BEGIN
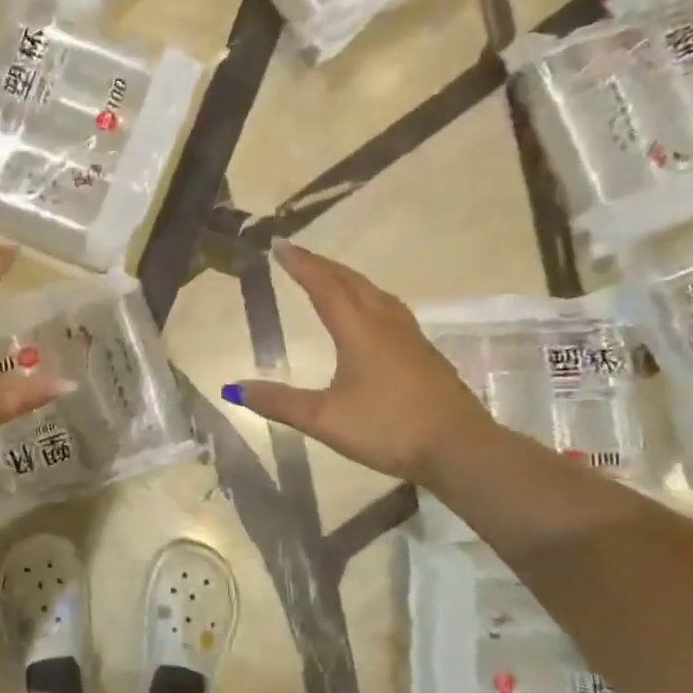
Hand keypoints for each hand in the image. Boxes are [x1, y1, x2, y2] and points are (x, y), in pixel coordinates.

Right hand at [226, 242, 493, 482]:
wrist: (459, 448)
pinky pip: (389, 309)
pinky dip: (367, 298)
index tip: (279, 244)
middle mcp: (386, 324)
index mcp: (359, 331)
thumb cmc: (388, 428)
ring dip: (348, 279)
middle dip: (322, 265)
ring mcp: (409, 337)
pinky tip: (368, 314)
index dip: (301, 264)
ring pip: (375, 293)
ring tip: (329, 276)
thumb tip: (234, 389)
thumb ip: (279, 402)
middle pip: (352, 282)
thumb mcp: (324, 419)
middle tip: (296, 254)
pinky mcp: (423, 353)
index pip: (325, 287)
END
**EXERCISE DESCRIPTION:**
Could you set down every record above word for word, leaving out the pictures?

**SOLVED EXERCISE:**
Hand keypoints for each hand in the image. Boxes are [x1, y1, x2, y2] and points are (x, y), in pixel coordinates.

Right hand at [226, 242, 493, 482]:
wrist: (459, 448)
pinky pip: (389, 309)
pinky dip: (367, 298)
index tip: (279, 244)
middle mcp: (386, 324)
index mcp: (359, 331)
thumb cmc: (388, 428)
ring dip: (348, 279)
middle dip: (322, 265)
ring mcp: (409, 337)
pinky tip: (368, 314)
index dip: (301, 264)
ring pip: (375, 293)
ring tip: (329, 276)
thumb tip: (234, 389)
thumb ip: (279, 402)
middle pip: (352, 282)
thumb mcp: (324, 419)
middle tip: (296, 254)
pinky mcp: (423, 353)
index pip: (325, 287)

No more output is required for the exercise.